Among the lines of the records, find all that carry the word "Left" and copy them.

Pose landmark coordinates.
#####

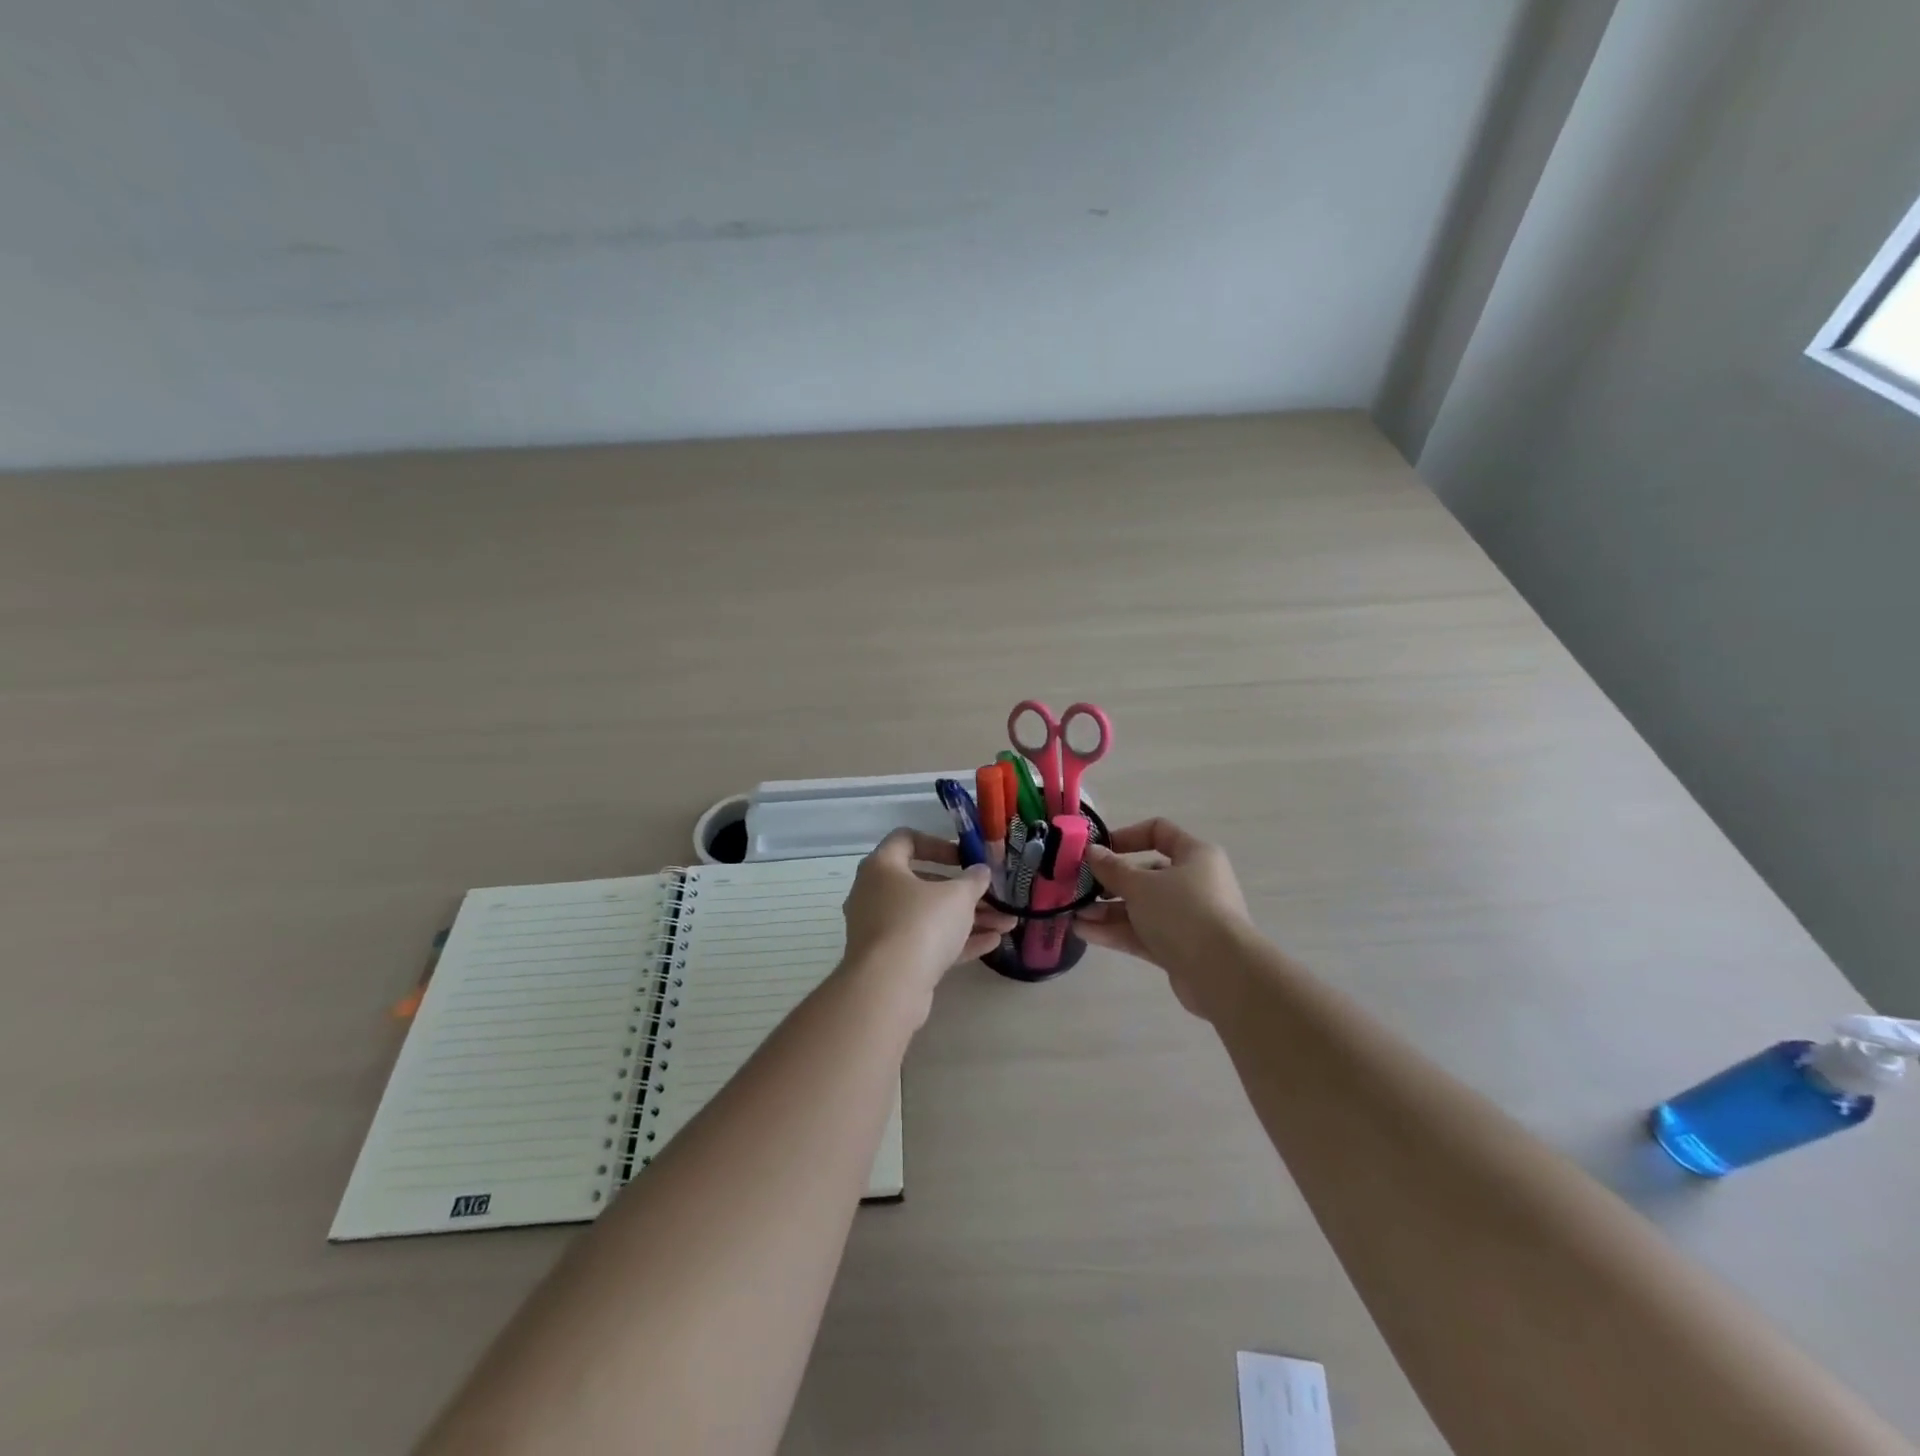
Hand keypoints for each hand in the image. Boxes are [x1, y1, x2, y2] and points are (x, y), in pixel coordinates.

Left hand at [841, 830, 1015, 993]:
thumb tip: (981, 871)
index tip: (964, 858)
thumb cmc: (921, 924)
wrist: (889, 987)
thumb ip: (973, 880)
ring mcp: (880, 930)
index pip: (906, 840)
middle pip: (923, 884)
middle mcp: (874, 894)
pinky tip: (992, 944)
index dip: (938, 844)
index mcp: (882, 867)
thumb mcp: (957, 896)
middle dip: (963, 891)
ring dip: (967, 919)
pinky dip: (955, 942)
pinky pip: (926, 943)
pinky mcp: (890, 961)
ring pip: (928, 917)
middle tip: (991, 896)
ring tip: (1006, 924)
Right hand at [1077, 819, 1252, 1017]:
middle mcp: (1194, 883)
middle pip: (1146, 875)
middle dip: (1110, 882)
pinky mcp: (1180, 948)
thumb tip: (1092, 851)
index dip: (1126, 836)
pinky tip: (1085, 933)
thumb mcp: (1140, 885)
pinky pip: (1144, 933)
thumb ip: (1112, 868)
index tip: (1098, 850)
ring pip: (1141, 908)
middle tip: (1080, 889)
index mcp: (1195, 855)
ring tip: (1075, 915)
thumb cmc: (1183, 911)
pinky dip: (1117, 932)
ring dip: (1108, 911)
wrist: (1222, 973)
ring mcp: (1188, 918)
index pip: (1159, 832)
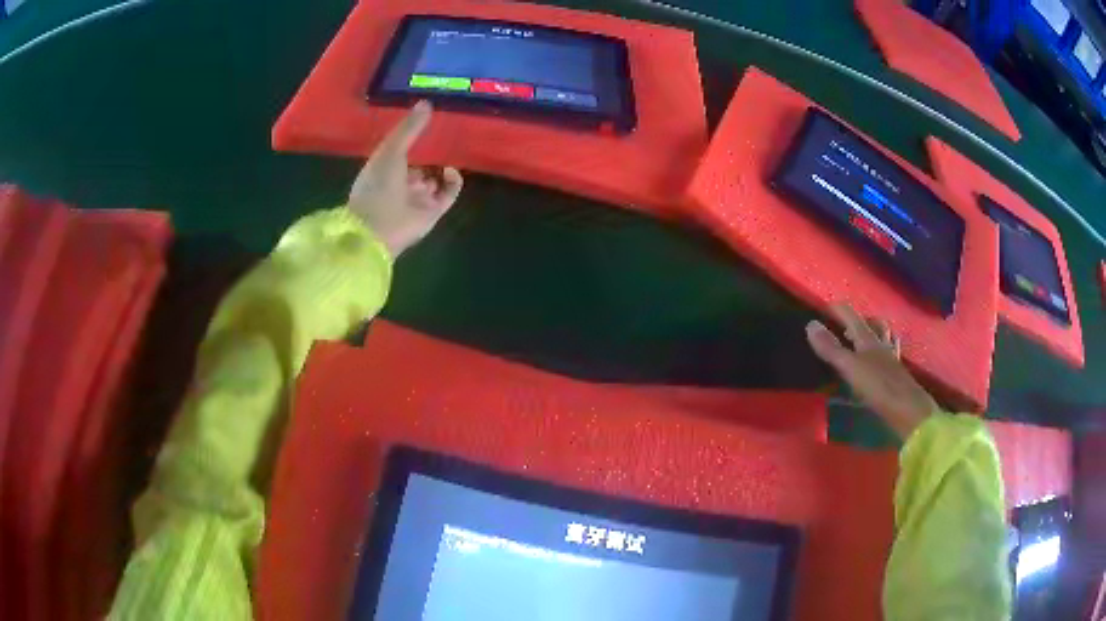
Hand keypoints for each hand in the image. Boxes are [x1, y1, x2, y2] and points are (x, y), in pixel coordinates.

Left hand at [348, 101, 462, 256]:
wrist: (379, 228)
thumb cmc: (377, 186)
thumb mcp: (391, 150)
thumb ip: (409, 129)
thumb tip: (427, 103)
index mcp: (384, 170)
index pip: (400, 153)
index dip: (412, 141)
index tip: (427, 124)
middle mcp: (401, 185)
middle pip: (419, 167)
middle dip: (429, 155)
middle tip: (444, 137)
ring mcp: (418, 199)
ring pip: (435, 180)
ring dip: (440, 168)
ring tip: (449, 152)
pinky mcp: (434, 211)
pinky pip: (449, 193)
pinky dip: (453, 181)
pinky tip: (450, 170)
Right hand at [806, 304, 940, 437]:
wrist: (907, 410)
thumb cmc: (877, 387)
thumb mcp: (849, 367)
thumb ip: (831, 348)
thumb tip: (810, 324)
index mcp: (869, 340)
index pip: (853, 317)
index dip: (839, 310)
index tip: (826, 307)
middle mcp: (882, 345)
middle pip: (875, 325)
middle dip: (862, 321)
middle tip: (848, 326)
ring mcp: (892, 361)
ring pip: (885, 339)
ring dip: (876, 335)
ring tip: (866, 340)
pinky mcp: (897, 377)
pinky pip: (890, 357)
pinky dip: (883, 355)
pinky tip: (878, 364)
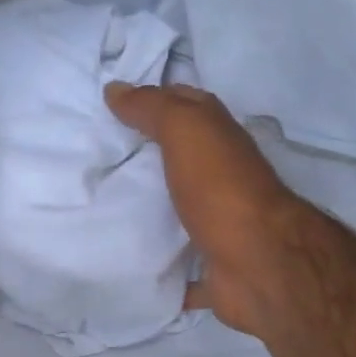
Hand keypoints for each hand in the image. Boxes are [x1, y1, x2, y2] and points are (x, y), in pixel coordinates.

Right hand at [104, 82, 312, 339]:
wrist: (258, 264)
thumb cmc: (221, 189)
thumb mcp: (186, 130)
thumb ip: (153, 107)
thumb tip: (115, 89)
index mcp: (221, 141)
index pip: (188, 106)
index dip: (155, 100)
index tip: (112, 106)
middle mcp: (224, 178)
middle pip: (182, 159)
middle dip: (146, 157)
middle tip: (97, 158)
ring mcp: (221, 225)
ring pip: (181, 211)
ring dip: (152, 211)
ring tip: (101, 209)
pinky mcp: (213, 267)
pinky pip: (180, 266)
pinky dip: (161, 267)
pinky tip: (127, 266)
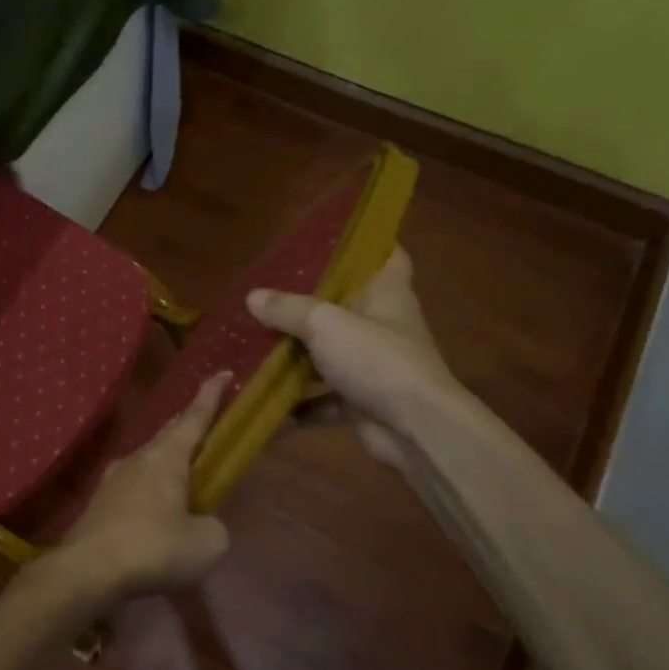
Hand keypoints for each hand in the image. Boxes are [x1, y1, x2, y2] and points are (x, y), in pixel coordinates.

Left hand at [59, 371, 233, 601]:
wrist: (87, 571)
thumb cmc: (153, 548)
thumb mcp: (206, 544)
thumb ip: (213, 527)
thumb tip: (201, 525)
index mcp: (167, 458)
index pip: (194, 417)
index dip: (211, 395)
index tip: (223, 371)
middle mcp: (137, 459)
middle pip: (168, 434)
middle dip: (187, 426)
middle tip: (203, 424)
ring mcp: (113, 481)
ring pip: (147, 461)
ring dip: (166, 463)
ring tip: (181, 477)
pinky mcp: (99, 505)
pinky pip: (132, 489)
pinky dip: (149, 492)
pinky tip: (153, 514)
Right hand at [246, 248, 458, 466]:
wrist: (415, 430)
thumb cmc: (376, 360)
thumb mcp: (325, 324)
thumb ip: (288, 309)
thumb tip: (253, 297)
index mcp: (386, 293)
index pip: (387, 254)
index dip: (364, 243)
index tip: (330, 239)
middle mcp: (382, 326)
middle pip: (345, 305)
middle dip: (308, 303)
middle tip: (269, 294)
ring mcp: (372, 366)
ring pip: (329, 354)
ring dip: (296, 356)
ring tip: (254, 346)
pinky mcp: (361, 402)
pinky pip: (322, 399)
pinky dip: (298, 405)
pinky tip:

#####

COMPLETED TASK.
Left hand at [841, 830, 1015, 993]:
Left hand at [348, 101, 462, 256]:
Left hand at [59, 371, 233, 601]:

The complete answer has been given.